** How to complete this task **
Return the records below in full. Keep every word exact and skip the images.

*****

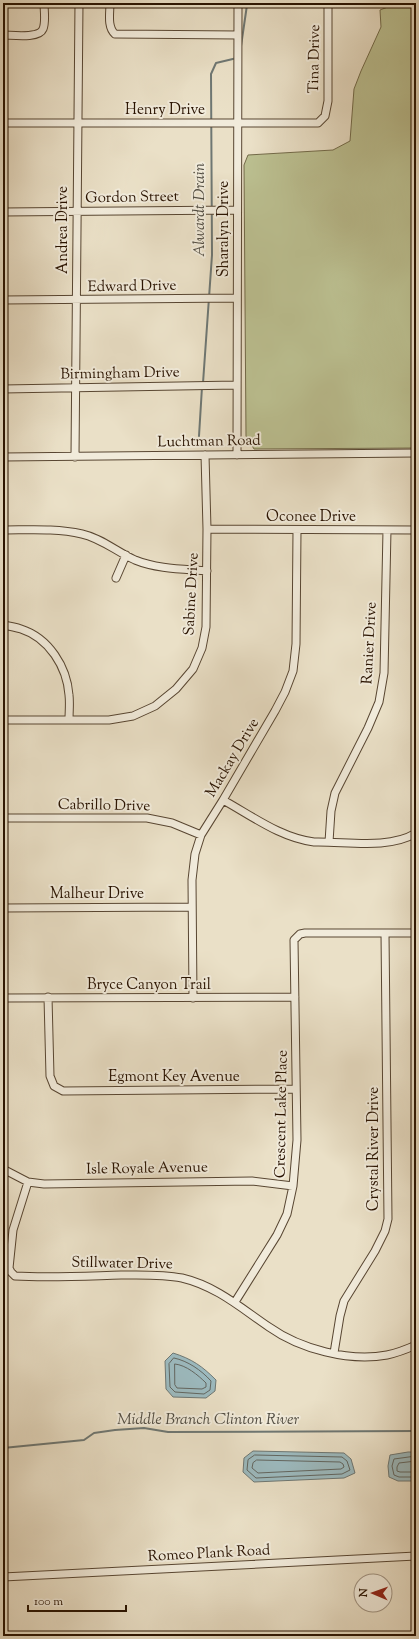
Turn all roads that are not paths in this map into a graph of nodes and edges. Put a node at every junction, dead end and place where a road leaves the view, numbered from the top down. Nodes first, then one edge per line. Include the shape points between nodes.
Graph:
1 (44, 3) edge
2 (79, 3) edge
3 (110, 3) edge
4 (139, 3) edge
5 (238, 3) edge
6 (355, 3) edge
7 (328, 4) edge
8 (3, 35) edge
9 (238, 35) junction
10 (325, 116) joint
11 (237, 122) junction
12 (3, 123) edge
13 (77, 124) junction
14 (237, 210) junction
15 (3, 212) edge
16 (76, 212) junction
17 (237, 298) junction
18 (3, 300) edge
19 (76, 300) junction
20 (237, 385) junction
21 (75, 388) junction
22 (3, 389) edge
23 (416, 453) edge
24 (204, 455) junction
25 (237, 455) junction
26 (3, 457) edge
27 (75, 457) junction
28 (207, 529) junction
29 (3, 530) edge
30 (297, 530) junction
31 (386, 530) junction
32 (416, 530) edge
33 (126, 555) junction
34 (207, 571) junction
35 (116, 578) dead end
36 (3, 625) edge
37 (3, 720) edge
38 (68, 720) junction
39 (224, 800) junction
40 (3, 818) edge
41 (416, 833) edge
42 (201, 835) junction
43 (329, 842) junction
44 (192, 906) junction
45 (3, 908) edge
46 (385, 933) junction
47 (416, 933) edge
48 (48, 997) junction
49 (295, 997) junction
50 (3, 998) edge
51 (193, 998) junction
52 (296, 1090) junction
53 (3, 1169) edge
54 (28, 1182) junction
55 (294, 1186) junction
56 (235, 1302) junction
57 (416, 1345) edge
58 (334, 1353) junction
59 (416, 1556) edge
60 (3, 1577) edge

1 - 8 street via 44,25 41,33
2 - 13 street, Andrea Drive
3 - 9 street via 110,24 115,34
4 - 5 street
5 - 7 street
5 - 9 street, Sharalyn Drive
6 - 7 street
7 - 10 street, Tina Drive via 328,101
9 - 11 street, Sharalyn Drive
10 - 11 street, Henry Drive via 318,123
11 - 13 street, Henry Drive
11 - 14 street, Sharalyn Drive
12 - 13 street, Henry Drive
13 - 16 street, Andrea Drive
14 - 16 street, Gordon Street
14 - 17 street, Sharalyn Drive
15 - 16 street, Gordon Street
16 - 19 street, Andrea Drive
17 - 19 street, Edward Drive
17 - 20 street, Sharalyn Drive
18 - 19 street, Edward Drive
19 - 21 street, Andrea Drive
20 - 21 street, Birmingham Drive
20 - 25 street, Sharalyn Drive
21 - 22 street, Birmingham Drive
21 - 27 street, Andrea Drive
23 - 25 street, Luchtman Road
24 - 25 street, Luchtman Road
24 - 27 street, Luchtman Road
24 - 28 street, Sabine Drive
26 - 27 street, Luchtman Road
28 - 30 street, Oconee Drive
28 - 34 street, Sabine Drive
29 - 33 street via 61,530 84,534
30 - 31 street, Oconee Drive
30 - 39 street, Mackay Drive via 296,644 292,671 275,711
31 - 32 street, Oconee Drive
31 - 43 street, Ranier Drive via 383,680 379,702 334,793 330,811
33 - 34 street via 165,568
33 - 35 street
34 - 38 street, Sabine Drive via 206,627 202,648 193,669 176,689 155,706 133,716 109,720
36 - 38 street via 22,629 40,640 55,654 65,672 69,695
37 - 38 street, Sabine Drive
39 - 42 street, Mackay Drive
39 - 43 street via 288,837
40 - 42 street, Cabrillo Drive via 147,818 172,823
41 - 43 street via 391,842
42 - 44 street, Mackay Drive via 195,854
44 - 45 street, Malheur Drive
44 - 51 street, Mackay Drive
46 - 47 street
46 - 49 street, Crescent Lake Place via 305,932 296,937
46 - 58 street, Crystal River Drive via 388,1219 375,1251 344,1301
48 - 50 street, Bryce Canyon Trail
48 - 51 street, Bryce Canyon Trail
48 - 52 street, Egmont Key Avenue via 49,1070 54,1086 63,1091
49 - 51 street, Bryce Canyon Trail
49 - 52 street, Crescent Lake Place
52 - 55 street, Crescent Lake Place via 297,1140
53 - 54 street, Isle Royale Avenue
54 - 55 street, Isle Royale Avenue via 55,1184 252,1181
54 - 56 street, Stillwater Drive via 13,1230 9,1268 15,1276 148,1275 182,1278 214,1290
55 - 56 street, Crescent Lake Place via 287,1214 278,1235
56 - 58 street, Stillwater Drive via 288,1340
57 - 58 street, Stillwater Drive via 386,1355
59 - 60 street, Romeo Plank Road

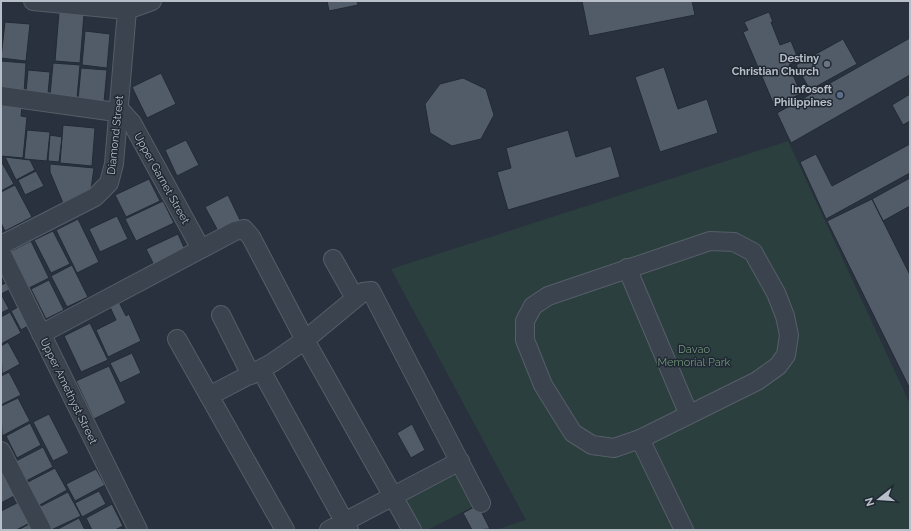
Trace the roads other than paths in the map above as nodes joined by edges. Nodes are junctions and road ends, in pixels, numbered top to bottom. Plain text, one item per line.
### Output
1 (35, 1) edge
2 (152, 1) edge
3 (127, 10) junction
4 (1, 96) edge
5 (118, 111) junction
6 (2, 245) edge
7 (201, 249) junction
8 (333, 259) dead end
9 (627, 268) junction
10 (355, 298) junction
11 (221, 315) dead end
12 (41, 334) junction
13 (177, 339) dead end
14 (305, 340) junction
15 (256, 372) junction
16 (209, 396) junction
17 (688, 415) junction
18 (640, 439) junction
19 (1, 451) edge
20 (460, 461) junction
21 (393, 496) junction
22 (481, 503) dead end
23 (341, 527) edge
24 (42, 530) edge
25 (138, 530) edge
26 (285, 530) edge
27 (412, 530) edge
28 (684, 530) edge

1 - 3 street
2 - 3 street
3 - 5 street, Diamond Street
4 - 5 street
5 - 6 street, Diamond Street
5 - 7 street, Upper Garnet Street
6 - 12 street, Upper Amethyst Street
7 - 12 street
7 - 14 street
8 - 10 street
9 - 17 street
9 - 17 street
9 - 18 street
10 - 14 street
10 - 20 street
11 - 15 street
12 - 25 street, Upper Amethyst Street
13 - 16 street
14 - 15 street
14 - 21 street
15 - 16 street
15 - 23 street
16 - 26 street
17 - 18 street
18 - 28 street
19 - 24 street
20 - 21 street
20 - 22 street
21 - 23 street
21 - 27 street

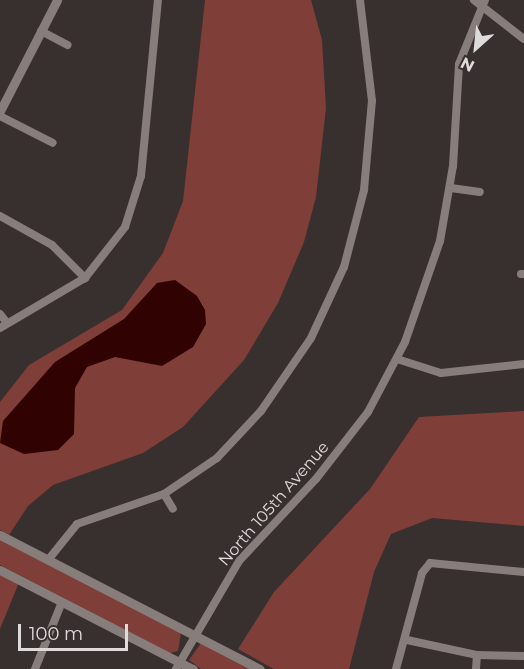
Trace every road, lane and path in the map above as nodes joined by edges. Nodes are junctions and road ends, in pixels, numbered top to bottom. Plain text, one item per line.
1 (57, 0) edge
2 (158, 0) edge
3 (360, 0) edge
4 (480, 1) edge
5 (41, 31) junction
6 (524, 39) edge
7 (67, 45) dead end
8 (0, 111) edge
9 (0, 116) edge
10 (53, 143) dead end
11 (451, 188) junction
12 (480, 192) dead end
13 (0, 216) edge
14 (85, 278) junction
15 (0, 314) edge
16 (3, 326) edge
17 (396, 359) junction
18 (524, 364) edge
19 (164, 494) junction
20 (173, 509) dead end
21 (0, 535) edge
22 (48, 560) junction
23 (0, 570) edge
24 (524, 572) edge
25 (62, 602) junction
26 (194, 635) junction
27 (407, 640) junction
28 (477, 655) junction
29 (524, 656) edge
30 (178, 665) edge
31 (35, 669) edge
32 (194, 669) edge
33 (260, 669) edge
34 (396, 669) edge
35 (476, 669) edge

1 - 5 street
2 - 14 street
3 - 19 street
4 - 6 street
4 - 11 street, North 105th Avenue
5 - 7 street
5 - 8 street
9 - 10 street
11 - 12 street
11 - 17 street, North 105th Avenue
13 - 14 street
14 - 16 street
15 - 16 street
17 - 18 street
17 - 26 street, North 105th Avenue
19 - 20 street
19 - 22 street
21 - 22 street
22 - 26 street
23 - 25 street
24 - 27 street
25 - 30 street
25 - 31 street
26 - 30 street, North 105th Avenue
26 - 33 street
27 - 28 street
27 - 34 street
28 - 29 street
28 - 35 street
30 - 32 street

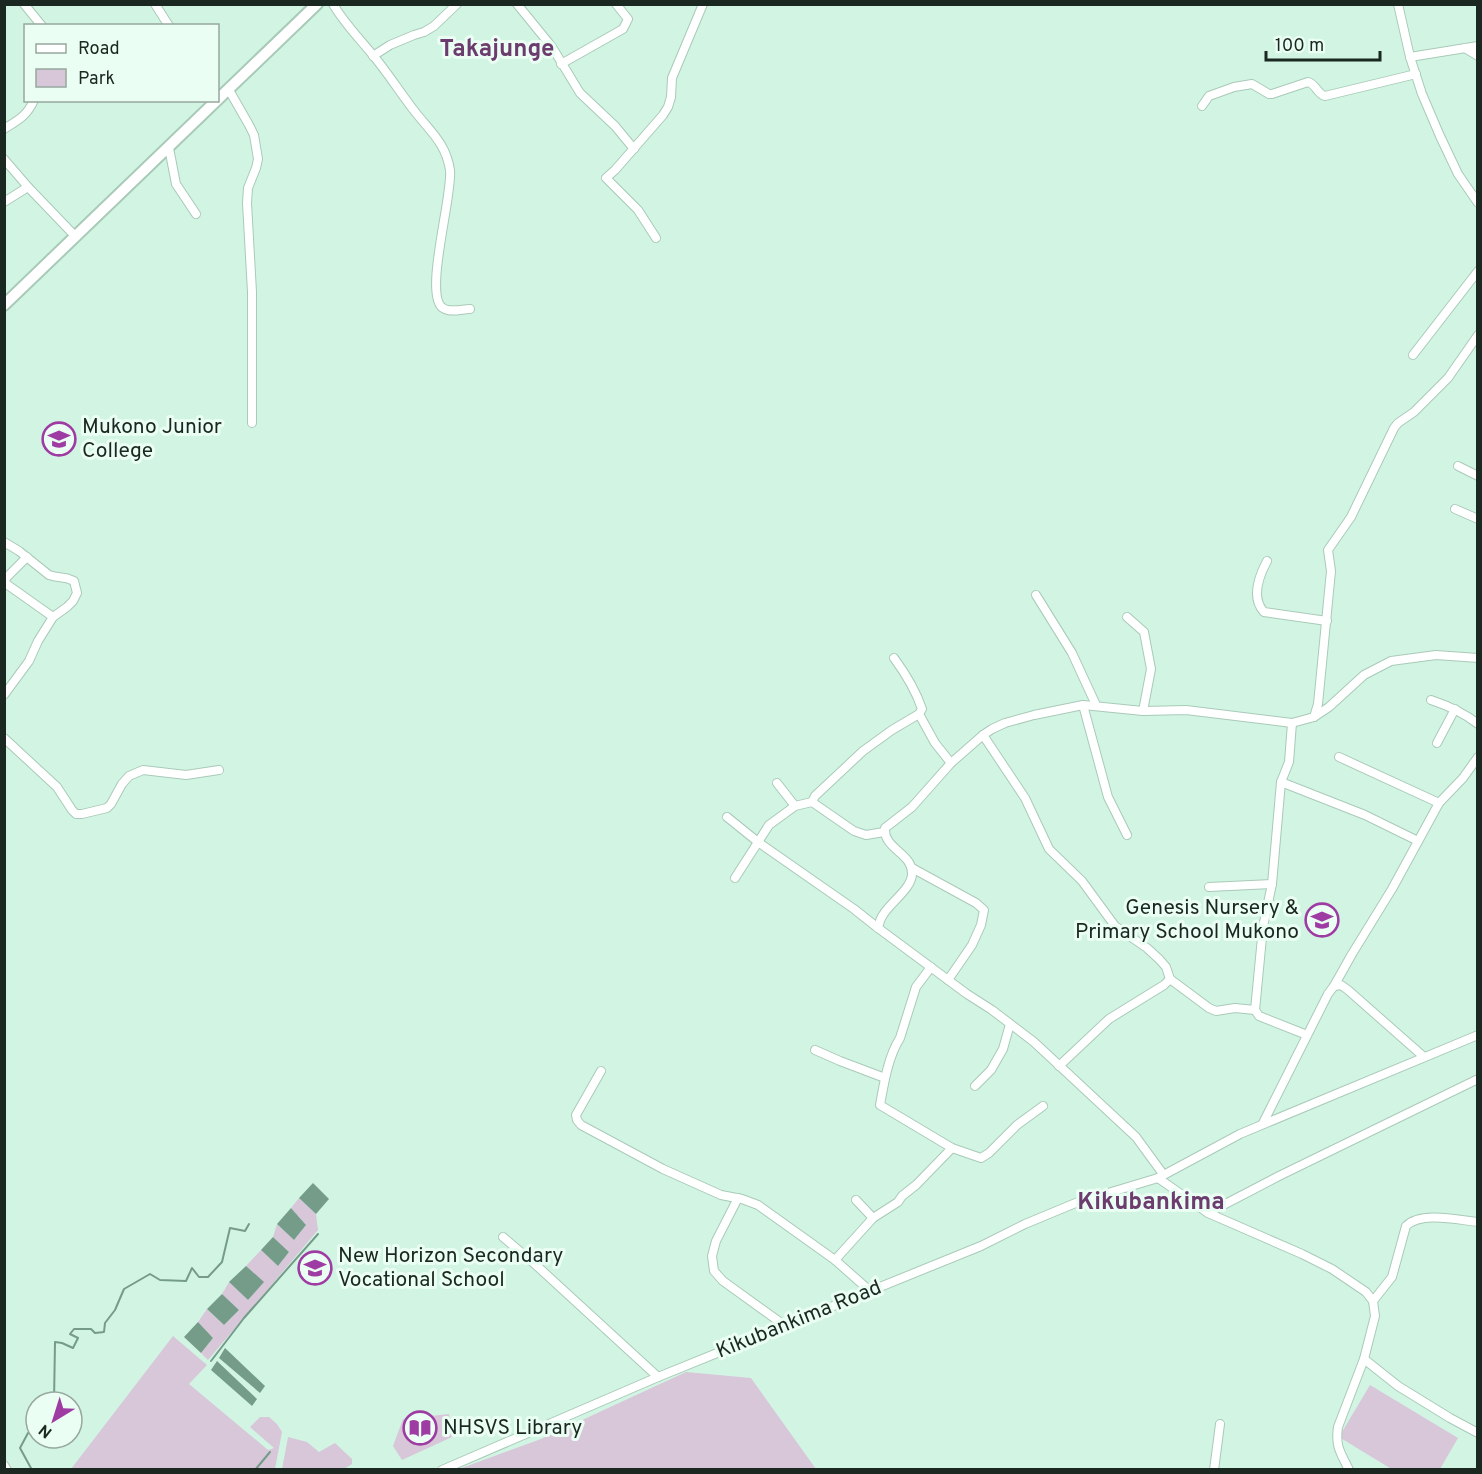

*****

** Answer to this exercise **
Turn all roads that are not paths in this map into a graph of nodes and edges. Put a node at every junction, dead end and place where a road leaves the view, numbered from the top down. Nodes first, then one edge per line. Include the shape points between nodes.
Graph:
1 (44, 3) edge
2 (79, 3) edge
3 (110, 3) edge
4 (139, 3) edge
5 (238, 3) edge
6 (355, 3) edge
7 (328, 4) edge
8 (3, 35) edge
9 (238, 35) junction
10 (325, 116) joint
11 (237, 122) junction
12 (3, 123) edge
13 (77, 124) junction
14 (237, 210) junction
15 (3, 212) edge
16 (76, 212) junction
17 (237, 298) junction
18 (3, 300) edge
19 (76, 300) junction
20 (237, 385) junction
21 (75, 388) junction
22 (3, 389) edge
23 (416, 453) edge
24 (204, 455) junction
25 (237, 455) junction
26 (3, 457) edge
27 (75, 457) junction
28 (207, 529) junction
29 (3, 530) edge
30 (297, 530) junction
31 (386, 530) junction
32 (416, 530) edge
33 (126, 555) junction
34 (207, 571) junction
35 (116, 578) dead end
36 (3, 625) edge
37 (3, 720) edge
38 (68, 720) junction
39 (224, 800) junction
40 (3, 818) edge
41 (416, 833) edge
42 (201, 835) junction
43 (329, 842) junction
44 (192, 906) junction
45 (3, 908) edge
46 (385, 933) junction
47 (416, 933) edge
48 (48, 997) junction
49 (295, 997) junction
50 (3, 998) edge
51 (193, 998) junction
52 (296, 1090) junction
53 (3, 1169) edge
54 (28, 1182) junction
55 (294, 1186) junction
56 (235, 1302) junction
57 (416, 1345) edge
58 (334, 1353) junction
59 (416, 1556) edge
60 (3, 1577) edge

1 - 8 street via 44,25 41,33
2 - 13 street, Andrea Drive
3 - 9 street via 110,24 115,34
4 - 5 street
5 - 7 street
5 - 9 street, Sharalyn Drive
6 - 7 street
7 - 10 street, Tina Drive via 328,101
9 - 11 street, Sharalyn Drive
10 - 11 street, Henry Drive via 318,123
11 - 13 street, Henry Drive
11 - 14 street, Sharalyn Drive
12 - 13 street, Henry Drive
13 - 16 street, Andrea Drive
14 - 16 street, Gordon Street
14 - 17 street, Sharalyn Drive
15 - 16 street, Gordon Street
16 - 19 street, Andrea Drive
17 - 19 street, Edward Drive
17 - 20 street, Sharalyn Drive
18 - 19 street, Edward Drive
19 - 21 street, Andrea Drive
20 - 21 street, Birmingham Drive
20 - 25 street, Sharalyn Drive
21 - 22 street, Birmingham Drive
21 - 27 street, Andrea Drive
23 - 25 street, Luchtman Road
24 - 25 street, Luchtman Road
24 - 27 street, Luchtman Road
24 - 28 street, Sabine Drive
26 - 27 street, Luchtman Road
28 - 30 street, Oconee Drive
28 - 34 street, Sabine Drive
29 - 33 street via 61,530 84,534
30 - 31 street, Oconee Drive
30 - 39 street, Mackay Drive via 296,644 292,671 275,711
31 - 32 street, Oconee Drive
31 - 43 street, Ranier Drive via 383,680 379,702 334,793 330,811
33 - 34 street via 165,568
33 - 35 street
34 - 38 street, Sabine Drive via 206,627 202,648 193,669 176,689 155,706 133,716 109,720
36 - 38 street via 22,629 40,640 55,654 65,672 69,695
37 - 38 street, Sabine Drive
39 - 42 street, Mackay Drive
39 - 43 street via 288,837
40 - 42 street, Cabrillo Drive via 147,818 172,823
41 - 43 street via 391,842
42 - 44 street, Mackay Drive via 195,854
44 - 45 street, Malheur Drive
44 - 51 street, Mackay Drive
46 - 47 street
46 - 49 street, Crescent Lake Place via 305,932 296,937
46 - 58 street, Crystal River Drive via 388,1219 375,1251 344,1301
48 - 50 street, Bryce Canyon Trail
48 - 51 street, Bryce Canyon Trail
48 - 52 street, Egmont Key Avenue via 49,1070 54,1086 63,1091
49 - 51 street, Bryce Canyon Trail
49 - 52 street, Crescent Lake Place
52 - 55 street, Crescent Lake Place via 297,1140
53 - 54 street, Isle Royale Avenue
54 - 55 street, Isle Royale Avenue via 55,1184 252,1181
54 - 56 street, Stillwater Drive via 13,1230 9,1268 15,1276 148,1275 182,1278 214,1290
55 - 56 street, Crescent Lake Place via 287,1214 278,1235
56 - 58 street, Stillwater Drive via 288,1340
57 - 58 street, Stillwater Drive via 386,1355
59 - 60 street, Romeo Plank Road

Trace the roads other than paths in the map above as nodes joined by edges. Nodes are junctions and road ends, in pixels, numbered top to bottom. Plain text, one item per line.
### Output
1 (35, 1) edge
2 (152, 1) edge
3 (127, 10) junction
4 (1, 96) edge
5 (118, 111) junction
6 (2, 245) edge
7 (201, 249) junction
8 (333, 259) dead end
9 (627, 268) junction
10 (355, 298) junction
11 (221, 315) dead end
12 (41, 334) junction
13 (177, 339) dead end
14 (305, 340) junction
15 (256, 372) junction
16 (209, 396) junction
17 (688, 415) junction
18 (640, 439) junction
19 (1, 451) edge
20 (460, 461) junction
21 (393, 496) junction
22 (481, 503) dead end
23 (341, 527) edge
24 (42, 530) edge
25 (138, 530) edge
26 (285, 530) edge
27 (412, 530) edge
28 (684, 530) edge

1 - 3 street
2 - 3 street
3 - 5 street, Diamond Street
4 - 5 street
5 - 6 street, Diamond Street
5 - 7 street, Upper Garnet Street
6 - 12 street, Upper Amethyst Street
7 - 12 street
7 - 14 street
8 - 10 street
9 - 17 street
9 - 17 street
9 - 18 street
10 - 14 street
10 - 20 street
11 - 15 street
12 - 25 street, Upper Amethyst Street
13 - 16 street
14 - 15 street
14 - 21 street
15 - 16 street
15 - 23 street
16 - 26 street
17 - 18 street
18 - 28 street
19 - 24 street
20 - 21 street
20 - 22 street
21 - 23 street
21 - 27 street

Trace every road, lane and path in the map above as nodes joined by edges. Nodes are junctions and road ends, in pixels, numbered top to bottom. Plain text, one item per line.
1 (57, 0) edge
2 (158, 0) edge
3 (360, 0) edge
4 (480, 1) edge
5 (41, 31) junction
6 (524, 39) edge
7 (67, 45) dead end
8 (0, 111) edge
9 (0, 116) edge
10 (53, 143) dead end
11 (451, 188) junction
12 (480, 192) dead end
13 (0, 216) edge
14 (85, 278) junction
15 (0, 314) edge
16 (3, 326) edge
17 (396, 359) junction
18 (524, 364) edge
19 (164, 494) junction
20 (173, 509) dead end
21 (0, 535) edge
22 (48, 560) junction
23 (0, 570) edge
24 (524, 572) edge
25 (62, 602) junction
26 (194, 635) junction
27 (407, 640) junction
28 (477, 655) junction
29 (524, 656) edge
30 (178, 665) edge
31 (35, 669) edge
32 (194, 669) edge
33 (260, 669) edge
34 (396, 669) edge
35 (476, 669) edge

1 - 5 street
2 - 14 street
3 - 19 street
4 - 6 street
4 - 11 street, North 105th Avenue
5 - 7 street
5 - 8 street
9 - 10 street
11 - 12 street
11 - 17 street, North 105th Avenue
13 - 14 street
14 - 16 street
15 - 16 street
17 - 18 street
17 - 26 street, North 105th Avenue
19 - 20 street
19 - 22 street
21 - 22 street
22 - 26 street
23 - 25 street
24 - 27 street
25 - 30 street
25 - 31 street
26 - 30 street, North 105th Avenue
26 - 33 street
27 - 28 street
27 - 34 street
28 - 29 street
28 - 35 street
30 - 32 street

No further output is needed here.